PROBLEM TO SOLVE:
Copy each line below as it stands, but skip any picture it contains.

[[ DATASET RECORDS open ]]

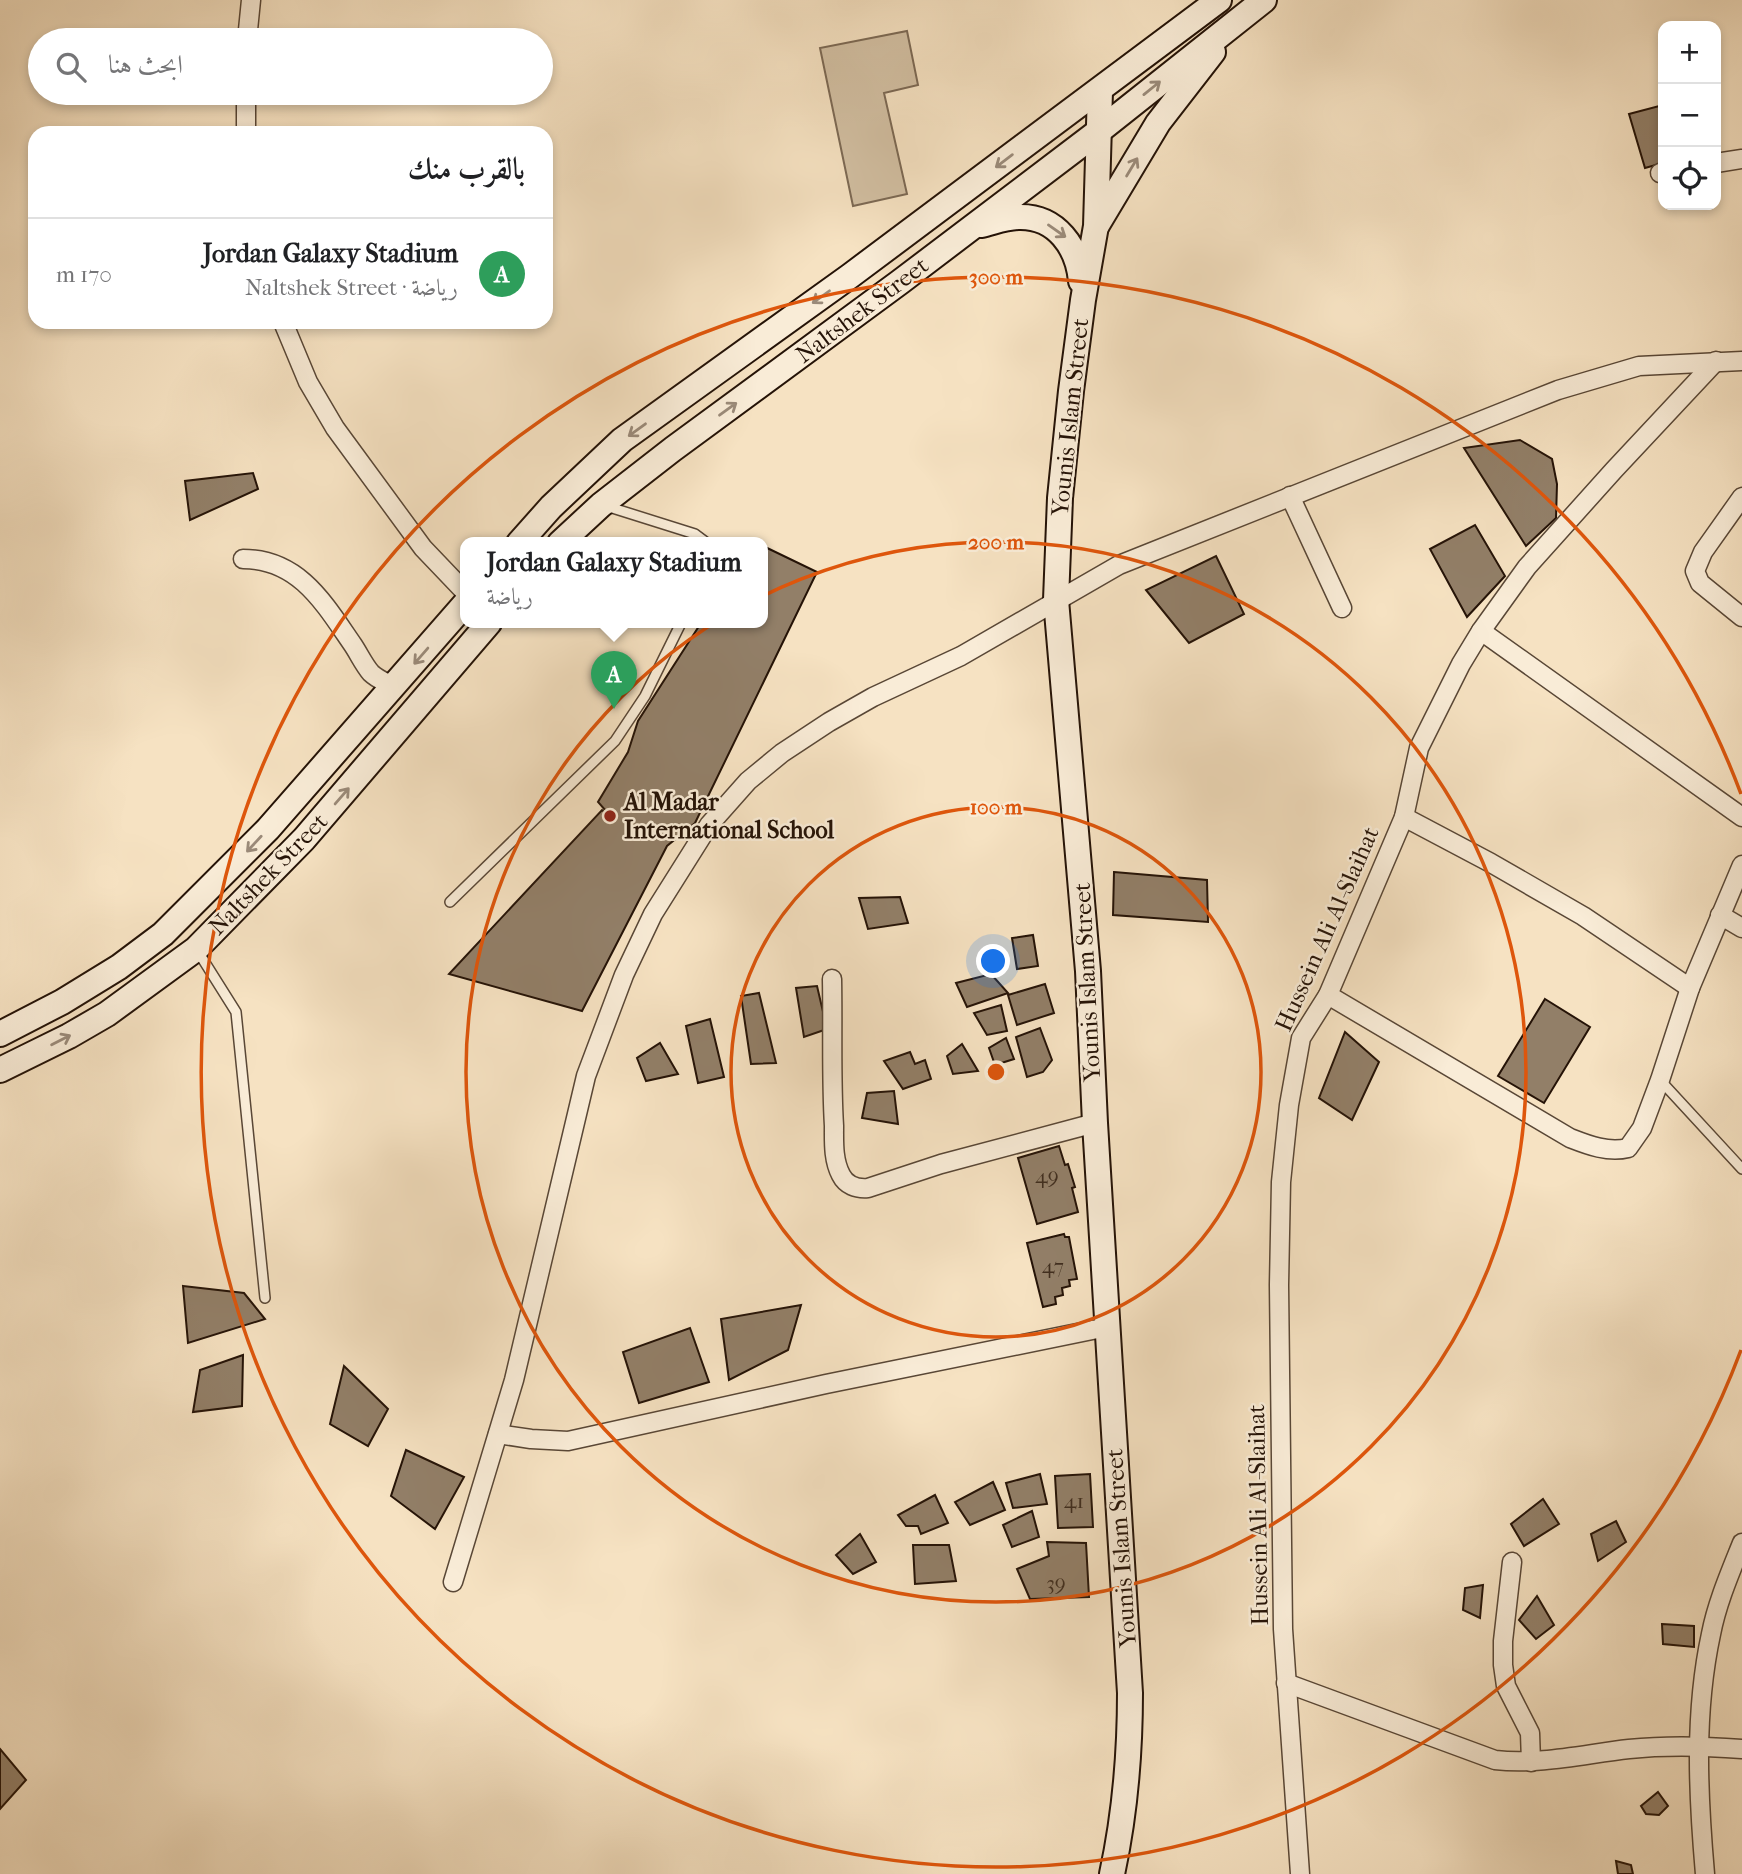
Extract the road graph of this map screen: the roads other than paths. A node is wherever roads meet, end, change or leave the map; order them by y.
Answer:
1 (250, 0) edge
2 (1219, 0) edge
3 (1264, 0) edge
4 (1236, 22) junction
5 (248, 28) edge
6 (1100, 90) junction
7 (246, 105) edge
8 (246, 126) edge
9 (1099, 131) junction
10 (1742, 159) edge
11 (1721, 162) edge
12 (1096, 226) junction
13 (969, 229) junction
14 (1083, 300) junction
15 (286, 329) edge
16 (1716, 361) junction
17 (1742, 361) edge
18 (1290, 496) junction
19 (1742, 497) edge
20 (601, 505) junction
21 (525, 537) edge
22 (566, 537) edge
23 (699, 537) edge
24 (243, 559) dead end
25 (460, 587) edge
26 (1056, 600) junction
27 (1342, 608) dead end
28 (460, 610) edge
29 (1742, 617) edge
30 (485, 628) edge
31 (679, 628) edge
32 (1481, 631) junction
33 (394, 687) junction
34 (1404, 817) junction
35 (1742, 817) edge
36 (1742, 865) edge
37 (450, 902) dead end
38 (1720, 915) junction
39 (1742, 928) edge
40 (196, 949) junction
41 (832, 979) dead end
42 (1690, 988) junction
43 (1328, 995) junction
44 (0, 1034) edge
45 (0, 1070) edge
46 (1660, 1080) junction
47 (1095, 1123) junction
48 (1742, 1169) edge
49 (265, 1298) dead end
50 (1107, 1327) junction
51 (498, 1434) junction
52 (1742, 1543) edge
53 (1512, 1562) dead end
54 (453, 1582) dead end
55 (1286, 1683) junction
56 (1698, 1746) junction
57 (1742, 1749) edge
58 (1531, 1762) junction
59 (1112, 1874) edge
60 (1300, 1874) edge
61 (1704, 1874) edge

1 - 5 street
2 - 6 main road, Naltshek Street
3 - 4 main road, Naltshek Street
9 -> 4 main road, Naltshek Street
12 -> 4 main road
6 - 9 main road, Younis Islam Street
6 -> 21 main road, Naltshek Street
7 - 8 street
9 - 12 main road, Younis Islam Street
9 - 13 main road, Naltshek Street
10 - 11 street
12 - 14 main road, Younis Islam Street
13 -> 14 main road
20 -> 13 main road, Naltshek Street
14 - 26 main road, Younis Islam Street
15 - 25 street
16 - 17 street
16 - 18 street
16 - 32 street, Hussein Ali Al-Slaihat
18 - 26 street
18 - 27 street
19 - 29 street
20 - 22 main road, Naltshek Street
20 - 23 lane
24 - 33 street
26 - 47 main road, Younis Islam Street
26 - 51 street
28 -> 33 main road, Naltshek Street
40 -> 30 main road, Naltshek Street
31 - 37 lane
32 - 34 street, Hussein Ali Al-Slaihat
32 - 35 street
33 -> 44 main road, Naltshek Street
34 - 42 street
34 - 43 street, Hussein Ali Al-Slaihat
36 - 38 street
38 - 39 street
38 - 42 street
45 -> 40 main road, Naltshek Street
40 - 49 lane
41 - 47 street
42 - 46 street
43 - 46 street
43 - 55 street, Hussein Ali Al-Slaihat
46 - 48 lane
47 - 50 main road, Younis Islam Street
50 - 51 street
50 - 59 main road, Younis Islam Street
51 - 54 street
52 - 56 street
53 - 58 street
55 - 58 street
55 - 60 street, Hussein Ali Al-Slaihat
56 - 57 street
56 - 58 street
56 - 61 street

[[ DATASET RECORDS closed ]]

OUTPUT OF THE EXERCISE:
Extract the road graph of this map screen: the roads other than paths. A node is wherever roads meet, end, change or leave the map; order them by y.
Answer:
1 (250, 0) edge
2 (1219, 0) edge
3 (1264, 0) edge
4 (1236, 22) junction
5 (248, 28) edge
6 (1100, 90) junction
7 (246, 105) edge
8 (246, 126) edge
9 (1099, 131) junction
10 (1742, 159) edge
11 (1721, 162) edge
12 (1096, 226) junction
13 (969, 229) junction
14 (1083, 300) junction
15 (286, 329) edge
16 (1716, 361) junction
17 (1742, 361) edge
18 (1290, 496) junction
19 (1742, 497) edge
20 (601, 505) junction
21 (525, 537) edge
22 (566, 537) edge
23 (699, 537) edge
24 (243, 559) dead end
25 (460, 587) edge
26 (1056, 600) junction
27 (1342, 608) dead end
28 (460, 610) edge
29 (1742, 617) edge
30 (485, 628) edge
31 (679, 628) edge
32 (1481, 631) junction
33 (394, 687) junction
34 (1404, 817) junction
35 (1742, 817) edge
36 (1742, 865) edge
37 (450, 902) dead end
38 (1720, 915) junction
39 (1742, 928) edge
40 (196, 949) junction
41 (832, 979) dead end
42 (1690, 988) junction
43 (1328, 995) junction
44 (0, 1034) edge
45 (0, 1070) edge
46 (1660, 1080) junction
47 (1095, 1123) junction
48 (1742, 1169) edge
49 (265, 1298) dead end
50 (1107, 1327) junction
51 (498, 1434) junction
52 (1742, 1543) edge
53 (1512, 1562) dead end
54 (453, 1582) dead end
55 (1286, 1683) junction
56 (1698, 1746) junction
57 (1742, 1749) edge
58 (1531, 1762) junction
59 (1112, 1874) edge
60 (1300, 1874) edge
61 (1704, 1874) edge

1 - 5 street
2 - 6 main road, Naltshek Street
3 - 4 main road, Naltshek Street
9 -> 4 main road, Naltshek Street
12 -> 4 main road
6 - 9 main road, Younis Islam Street
6 -> 21 main road, Naltshek Street
7 - 8 street
9 - 12 main road, Younis Islam Street
9 - 13 main road, Naltshek Street
10 - 11 street
12 - 14 main road, Younis Islam Street
13 -> 14 main road
20 -> 13 main road, Naltshek Street
14 - 26 main road, Younis Islam Street
15 - 25 street
16 - 17 street
16 - 18 street
16 - 32 street, Hussein Ali Al-Slaihat
18 - 26 street
18 - 27 street
19 - 29 street
20 - 22 main road, Naltshek Street
20 - 23 lane
24 - 33 street
26 - 47 main road, Younis Islam Street
26 - 51 street
28 -> 33 main road, Naltshek Street
40 -> 30 main road, Naltshek Street
31 - 37 lane
32 - 34 street, Hussein Ali Al-Slaihat
32 - 35 street
33 -> 44 main road, Naltshek Street
34 - 42 street
34 - 43 street, Hussein Ali Al-Slaihat
36 - 38 street
38 - 39 street
38 - 42 street
45 -> 40 main road, Naltshek Street
40 - 49 lane
41 - 47 street
42 - 46 street
43 - 46 street
43 - 55 street, Hussein Ali Al-Slaihat
46 - 48 lane
47 - 50 main road, Younis Islam Street
50 - 51 street
50 - 59 main road, Younis Islam Street
51 - 54 street
52 - 56 street
53 - 58 street
55 - 58 street
55 - 60 street, Hussein Ali Al-Slaihat
56 - 57 street
56 - 58 street
56 - 61 street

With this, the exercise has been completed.